Problem statement: Produce a word-for-word copy of the data below.
⁂
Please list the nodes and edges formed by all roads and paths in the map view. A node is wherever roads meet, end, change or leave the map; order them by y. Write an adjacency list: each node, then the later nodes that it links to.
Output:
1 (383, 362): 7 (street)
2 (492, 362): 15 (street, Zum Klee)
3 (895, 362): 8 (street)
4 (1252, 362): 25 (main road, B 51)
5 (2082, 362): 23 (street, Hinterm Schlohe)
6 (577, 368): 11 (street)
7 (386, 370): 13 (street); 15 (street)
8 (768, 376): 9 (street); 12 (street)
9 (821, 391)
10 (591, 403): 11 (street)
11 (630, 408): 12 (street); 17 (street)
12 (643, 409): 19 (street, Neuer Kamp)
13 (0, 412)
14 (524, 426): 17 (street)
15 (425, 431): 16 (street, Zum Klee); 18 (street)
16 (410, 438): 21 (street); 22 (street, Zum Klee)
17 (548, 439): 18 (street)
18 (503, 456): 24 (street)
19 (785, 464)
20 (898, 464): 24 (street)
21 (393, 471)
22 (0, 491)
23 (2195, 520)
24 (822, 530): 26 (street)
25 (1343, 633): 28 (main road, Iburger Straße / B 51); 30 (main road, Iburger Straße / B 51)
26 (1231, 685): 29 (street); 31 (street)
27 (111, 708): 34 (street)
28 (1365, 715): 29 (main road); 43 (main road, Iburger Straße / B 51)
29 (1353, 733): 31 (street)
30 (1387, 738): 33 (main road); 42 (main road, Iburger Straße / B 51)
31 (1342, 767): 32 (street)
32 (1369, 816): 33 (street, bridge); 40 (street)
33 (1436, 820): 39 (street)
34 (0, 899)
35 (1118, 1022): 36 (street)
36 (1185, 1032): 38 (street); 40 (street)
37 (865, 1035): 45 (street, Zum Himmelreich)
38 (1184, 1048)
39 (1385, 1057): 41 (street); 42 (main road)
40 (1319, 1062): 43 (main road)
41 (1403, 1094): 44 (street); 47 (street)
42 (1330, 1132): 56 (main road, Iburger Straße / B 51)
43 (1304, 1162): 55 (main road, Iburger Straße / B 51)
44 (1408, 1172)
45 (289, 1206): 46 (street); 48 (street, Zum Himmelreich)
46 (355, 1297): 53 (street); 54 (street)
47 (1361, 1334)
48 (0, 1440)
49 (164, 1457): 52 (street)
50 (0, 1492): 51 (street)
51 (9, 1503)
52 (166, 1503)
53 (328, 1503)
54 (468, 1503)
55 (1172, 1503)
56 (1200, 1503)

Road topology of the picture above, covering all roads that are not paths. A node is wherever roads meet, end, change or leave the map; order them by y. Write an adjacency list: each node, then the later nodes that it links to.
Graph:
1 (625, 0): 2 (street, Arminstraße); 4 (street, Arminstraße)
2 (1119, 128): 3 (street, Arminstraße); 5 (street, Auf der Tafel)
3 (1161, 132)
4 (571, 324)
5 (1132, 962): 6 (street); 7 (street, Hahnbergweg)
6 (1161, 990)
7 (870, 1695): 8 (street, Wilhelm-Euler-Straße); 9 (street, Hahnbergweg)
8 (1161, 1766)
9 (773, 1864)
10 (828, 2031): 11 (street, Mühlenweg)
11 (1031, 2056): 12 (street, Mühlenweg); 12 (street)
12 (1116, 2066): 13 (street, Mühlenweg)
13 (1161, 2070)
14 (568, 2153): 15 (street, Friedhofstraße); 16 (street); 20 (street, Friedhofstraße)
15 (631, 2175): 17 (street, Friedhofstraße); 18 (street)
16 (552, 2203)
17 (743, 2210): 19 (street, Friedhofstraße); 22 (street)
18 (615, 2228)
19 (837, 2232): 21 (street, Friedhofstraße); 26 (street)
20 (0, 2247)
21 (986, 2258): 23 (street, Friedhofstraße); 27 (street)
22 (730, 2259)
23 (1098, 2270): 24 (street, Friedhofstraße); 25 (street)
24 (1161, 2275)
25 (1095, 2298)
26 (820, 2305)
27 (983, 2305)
⁂
Your response:
Please list the nodes and edges formed by all roads and paths in the map view. A node is wherever roads meet, end, change or leave the map; order them by y. Write an adjacency list: each node, then the later nodes that it links to.
Output:
1 (383, 362): 7 (street)
2 (492, 362): 15 (street, Zum Klee)
3 (895, 362): 8 (street)
4 (1252, 362): 25 (main road, B 51)
5 (2082, 362): 23 (street, Hinterm Schlohe)
6 (577, 368): 11 (street)
7 (386, 370): 13 (street); 15 (street)
8 (768, 376): 9 (street); 12 (street)
9 (821, 391)
10 (591, 403): 11 (street)
11 (630, 408): 12 (street); 17 (street)
12 (643, 409): 19 (street, Neuer Kamp)
13 (0, 412)
14 (524, 426): 17 (street)
15 (425, 431): 16 (street, Zum Klee); 18 (street)
16 (410, 438): 21 (street); 22 (street, Zum Klee)
17 (548, 439): 18 (street)
18 (503, 456): 24 (street)
19 (785, 464)
20 (898, 464): 24 (street)
21 (393, 471)
22 (0, 491)
23 (2195, 520)
24 (822, 530): 26 (street)
25 (1343, 633): 28 (main road, Iburger Straße / B 51); 30 (main road, Iburger Straße / B 51)
26 (1231, 685): 29 (street); 31 (street)
27 (111, 708): 34 (street)
28 (1365, 715): 29 (main road); 43 (main road, Iburger Straße / B 51)
29 (1353, 733): 31 (street)
30 (1387, 738): 33 (main road); 42 (main road, Iburger Straße / B 51)
31 (1342, 767): 32 (street)
32 (1369, 816): 33 (street, bridge); 40 (street)
33 (1436, 820): 39 (street)
34 (0, 899)
35 (1118, 1022): 36 (street)
36 (1185, 1032): 38 (street); 40 (street)
37 (865, 1035): 45 (street, Zum Himmelreich)
38 (1184, 1048)
39 (1385, 1057): 41 (street); 42 (main road)
40 (1319, 1062): 43 (main road)
41 (1403, 1094): 44 (street); 47 (street)
42 (1330, 1132): 56 (main road, Iburger Straße / B 51)
43 (1304, 1162): 55 (main road, Iburger Straße / B 51)
44 (1408, 1172)
45 (289, 1206): 46 (street); 48 (street, Zum Himmelreich)
46 (355, 1297): 53 (street); 54 (street)
47 (1361, 1334)
48 (0, 1440)
49 (164, 1457): 52 (street)
50 (0, 1492): 51 (street)
51 (9, 1503)
52 (166, 1503)
53 (328, 1503)
54 (468, 1503)
55 (1172, 1503)
56 (1200, 1503)

Road topology of the picture above, covering all roads that are not paths. A node is wherever roads meet, end, change or leave the map; order them by y. Write an adjacency list: each node, then the later nodes that it links to.
Graph:
1 (625, 0): 2 (street, Arminstraße); 4 (street, Arminstraße)
2 (1119, 128): 3 (street, Arminstraße); 5 (street, Auf der Tafel)
3 (1161, 132)
4 (571, 324)
5 (1132, 962): 6 (street); 7 (street, Hahnbergweg)
6 (1161, 990)
7 (870, 1695): 8 (street, Wilhelm-Euler-Straße); 9 (street, Hahnbergweg)
8 (1161, 1766)
9 (773, 1864)
10 (828, 2031): 11 (street, Mühlenweg)
11 (1031, 2056): 12 (street, Mühlenweg); 12 (street)
12 (1116, 2066): 13 (street, Mühlenweg)
13 (1161, 2070)
14 (568, 2153): 15 (street, Friedhofstraße); 16 (street); 20 (street, Friedhofstraße)
15 (631, 2175): 17 (street, Friedhofstraße); 18 (street)
16 (552, 2203)
17 (743, 2210): 19 (street, Friedhofstraße); 22 (street)
18 (615, 2228)
19 (837, 2232): 21 (street, Friedhofstraße); 26 (street)
20 (0, 2247)
21 (986, 2258): 23 (street, Friedhofstraße); 27 (street)
22 (730, 2259)
23 (1098, 2270): 24 (street, Friedhofstraße); 25 (street)
24 (1161, 2275)
25 (1095, 2298)
26 (820, 2305)
27 (983, 2305)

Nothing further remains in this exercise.